Señor, ten piedad

En la muerte del Peque y de Enrique Moro, grandes curas

Javier Morán

Javier Morán

En el jardincillo que hay entre la residencia de mayores Cimadevilla y el edificio parroquial de San Pedro, en Gijón, coincidíamos hace meses José Manuel Álvarez, el Peque, y quien con verdadero pesar esto escribe.
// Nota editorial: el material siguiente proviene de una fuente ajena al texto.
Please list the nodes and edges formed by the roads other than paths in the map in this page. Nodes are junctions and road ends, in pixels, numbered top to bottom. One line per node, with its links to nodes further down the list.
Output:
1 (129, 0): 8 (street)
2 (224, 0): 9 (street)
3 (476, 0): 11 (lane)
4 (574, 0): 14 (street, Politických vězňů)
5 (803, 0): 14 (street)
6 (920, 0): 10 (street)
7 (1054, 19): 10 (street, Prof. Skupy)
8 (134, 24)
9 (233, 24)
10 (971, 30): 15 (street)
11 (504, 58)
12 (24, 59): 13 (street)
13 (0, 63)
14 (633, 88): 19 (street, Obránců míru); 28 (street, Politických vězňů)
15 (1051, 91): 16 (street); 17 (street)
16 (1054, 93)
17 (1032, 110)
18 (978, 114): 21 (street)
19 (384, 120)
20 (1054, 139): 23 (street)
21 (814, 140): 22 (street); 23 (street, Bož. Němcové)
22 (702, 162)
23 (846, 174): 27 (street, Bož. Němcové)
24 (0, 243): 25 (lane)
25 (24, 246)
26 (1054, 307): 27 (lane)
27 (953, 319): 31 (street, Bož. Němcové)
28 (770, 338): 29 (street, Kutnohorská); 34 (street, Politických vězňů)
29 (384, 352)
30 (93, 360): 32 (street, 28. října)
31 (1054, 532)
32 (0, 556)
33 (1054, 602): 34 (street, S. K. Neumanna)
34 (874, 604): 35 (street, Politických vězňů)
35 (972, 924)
Yo aprendía a caminar de nuevo tras un accidente vascular (como una dentellada de caimán), y él se esmeraba en volver a hablar. El Peque acudía a logoterapia en el hospital de Cabueñes y los progresos se le iban notando, incluso a través de la mascarilla. Yo me dejaba caer todos los días por la rehabilitación del HUCA, donde un día dejé la silla de ruedas y me pusieron de pie merced a una prótesis hermosa que le enseñé al ‘Peque’. "Eso, eso, tiene que endurecerse el muñón y cada vez caminarás mejor...". Así ha sido. Aquel día, como si se tratase de un intercambio de dolencias con buen ánimo, él se retiró la mascarilla y me mostró su mandíbula reconstruida después del trance de un tumor. También le habían colocado nuevos dientes, aunque seguía con una dieta blanda. Su conversación, como era de esperar en un hombre verdaderamente bueno y generoso, era agradable y estimulante. Me comentó que concelebraría en las misas, ya que decirlas él solo era todavía muy complicado. Ese día comprobé que en los azares de la salud siempre hay alguien que sale peor parado. En mi caso, el tabaco le había dado ánimos al caimán, que atascó con fruición una arteria bajante. En el suyo (le recordaba con la pipa en la mano), la boca había sido gravemente afectada. En comparación con él, mi dolencia era casi una caricia de los cielos. Hoy, después de que se haya ido a la injustísima edad de 65 años, y después de ser vencido por un terrible rebrote que él se temía, me quedo con el cura valiente que fue toda su vida y con aquellos pequeños ratos en el jardincillo parroquial. A ambos nos había acogido el cura de San Pedro, Javier Gómez Cuesta, un hombre verdaderamente sabio y generoso que acaba de escribir una hermosa semblanza del Peque.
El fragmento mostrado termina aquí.